- Episode no.: Season 3 Episode 6
- Directed by: Ciaran Donnelly
- Written by: Edward Kitsis; Adam Horowitz;
- Production code: 306
- Original air date: November 3, 2013

Guest appearances
- Joanna García Swisher as Ariel; Gil McKinney as Prince Eric; Robbie Kay as Peter Pan; Yvette Nicole Brown as Ursula;

Episode chronology
| ← Previous "Good Form" | Next → "Dark Hollow" |
- Once Upon a Time (season 3)

= Ariel (Once Upon a Time) =

"Ariel" is the sixth episode of the third season of the American fantasy drama series Once Upon a Time, and the show's 50th episode overall. This episode also marks the debut of Ariel, played by Joanna García Swisher.

In this episode, the group finds a way to rescue Neal (Michael Raymond-James) from captivity through the Echo Cave; though it requires everyone to reveal their deepest secrets to each other. Meanwhile, back in the fairytale world, Snow White (Ginnifer Goodwin) is saved by Ariel (Joanna García Swisher), and then helps her reunite with Prince Eric (Gil McKinney), with The Evil Queen (Lana Parrilla) posing as Ursula in an attempt to stop them.

The episode — written by Edward Kitsis and Adam Horowitz — was watched by 7.55 million viewers, and received generally positive reviews from critics.

== Title card ==
The Little Mermaid, Ariel, perches on a rock in the Enchanted Forest.

==Plot==

===Event chronology===
The Enchanted Forest events take place after "The Evil Queen" and before "Snow Falls" and "A Tale of Two Sisters". The Neverland events take place after "Good Form".

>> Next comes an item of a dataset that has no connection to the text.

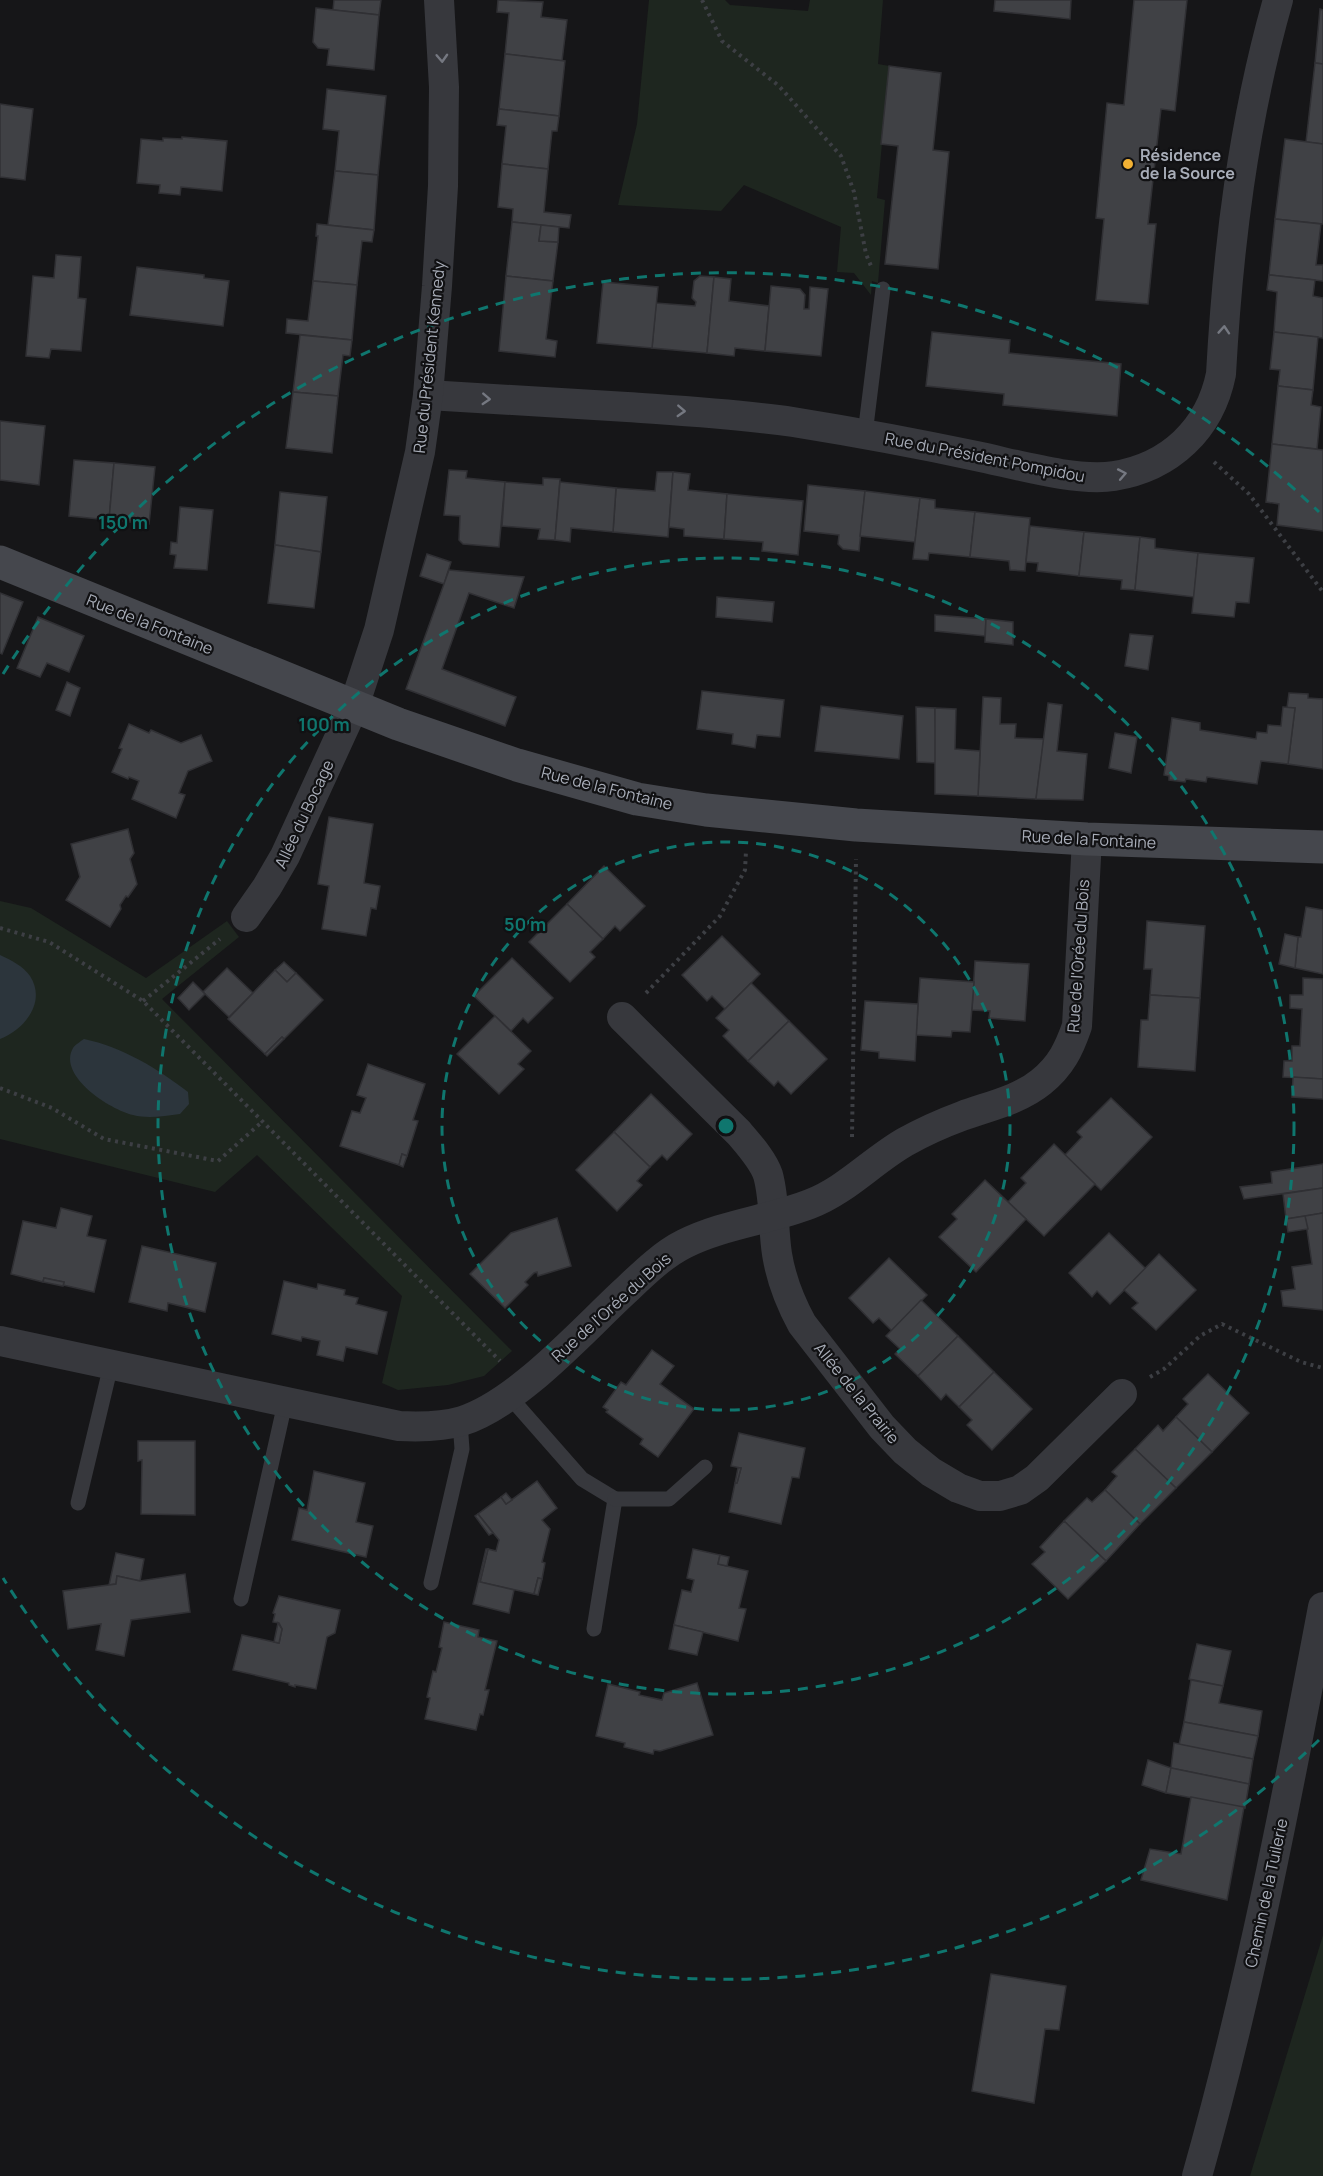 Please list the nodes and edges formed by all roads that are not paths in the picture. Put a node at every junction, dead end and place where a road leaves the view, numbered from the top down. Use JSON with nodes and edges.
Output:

===In the Characters' Past===
Ariel (Joanna García Swisher) saves Snow White (Ginnifer Goodwin) from drowning after she runs off and jumps off a cliff to avoid capture by the Evil Queen's (Lana Parrilla) black knights. Snow later helps Ariel get closer to her love interest Prince Eric (Gil McKinney), whom she met when saving him from a shipwreck. Ariel is able to meet Prince Eric again at a ball, thanks to a legend that says every year the sea goddess Ursula grants mermaids the ability to walk on land at high tide for twelve hours. At the ball, Eric invites her on an expedition around the world. She then grows conflicted about whether to stay on land or return to the sea; however, the Evil Queen, having watched this from the mirror in Prince Eric's castle, sees an opportunity that she uses to her advantage.

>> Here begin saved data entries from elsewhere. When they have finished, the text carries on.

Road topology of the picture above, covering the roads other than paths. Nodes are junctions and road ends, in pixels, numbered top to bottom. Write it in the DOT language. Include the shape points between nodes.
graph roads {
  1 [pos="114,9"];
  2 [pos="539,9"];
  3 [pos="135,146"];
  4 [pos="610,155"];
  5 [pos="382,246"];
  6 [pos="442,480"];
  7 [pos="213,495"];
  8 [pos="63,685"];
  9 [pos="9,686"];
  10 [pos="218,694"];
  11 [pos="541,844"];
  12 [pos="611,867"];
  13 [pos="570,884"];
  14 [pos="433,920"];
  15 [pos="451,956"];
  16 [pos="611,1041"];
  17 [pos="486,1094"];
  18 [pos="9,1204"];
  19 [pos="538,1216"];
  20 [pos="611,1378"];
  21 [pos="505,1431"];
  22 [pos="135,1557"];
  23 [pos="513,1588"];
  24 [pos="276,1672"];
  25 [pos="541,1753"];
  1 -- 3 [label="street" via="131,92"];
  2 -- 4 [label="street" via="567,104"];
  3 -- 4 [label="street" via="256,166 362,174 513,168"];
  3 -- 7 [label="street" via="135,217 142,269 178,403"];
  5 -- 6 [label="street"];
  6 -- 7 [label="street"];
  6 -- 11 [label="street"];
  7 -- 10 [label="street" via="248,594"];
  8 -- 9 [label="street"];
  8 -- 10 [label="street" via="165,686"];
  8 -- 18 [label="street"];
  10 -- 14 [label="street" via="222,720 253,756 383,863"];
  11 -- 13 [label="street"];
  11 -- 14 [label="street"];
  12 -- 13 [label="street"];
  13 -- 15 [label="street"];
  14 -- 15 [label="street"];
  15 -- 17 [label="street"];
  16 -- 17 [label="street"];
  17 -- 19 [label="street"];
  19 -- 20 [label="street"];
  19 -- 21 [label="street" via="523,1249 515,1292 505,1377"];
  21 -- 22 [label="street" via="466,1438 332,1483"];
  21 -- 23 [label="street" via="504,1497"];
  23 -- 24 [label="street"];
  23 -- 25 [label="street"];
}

Later that night, Ariel attempts to communicate with the goddess Ursula, but it's The Queen disguising herself as Ursula. She tells Ariel that she can make it so she stays human forever. The next day, Ariel approaches Snow and tells her about her encounter with Ursula. She puts an enchanted bracelet on Snow, turning her into a mermaid, and explains that this way both she and Snow can get what they want: Snow gets to escape from the Evil Queen and Ariel gets to remain human. The Evil Queen reveals herself before them, and orders Ariel to leave, stating that Snow White is going to die whether Ariel decides to go to Prince Eric, or stays with her friend. Ariel begins to leave, but then stabs the Queen in the neck with a fork, distracting her while she takes the bracelet off Snow that turned her into a mermaid. The two then escape before the Queen can act on vengeance. Snow then encourages Ariel to swim to Prince Eric's ship and reveal who she is and her love; however, as an act of revenge, the Evil Queen takes her voice from her, so she cannot call out for him. Heartbroken, she watches from afar as Eric finally turns to leave, having waited for her for a long time. Unfortunately, as the Queen returns to her fortress, she sees the real Ursula appear from the mirror, vowing to make her pay if she ever impersonates her again.

===In Neverland===
As Regina tries to teach Emma Swan (Jennifer Morrison) how to use magic, Hook (Colin O'Donoghue) arrives to tell David (Josh Dallas) and Mary Margaret (Ginnifer Goodwin) that Neal (Michael Raymond-James) is alive. At first, the trio decided they should keep this a secret from Emma, but unable to keep a secret, Mary Margaret, who didn't like keeping it from her, comes clean to Emma insisting that she deserves to know. Mary Margaret encourages Emma to believe that Neal is alive and should pursue him. Regina, disgusted by what she sees as a waste of time, decides to leave Hook and the Charming family and go it alone.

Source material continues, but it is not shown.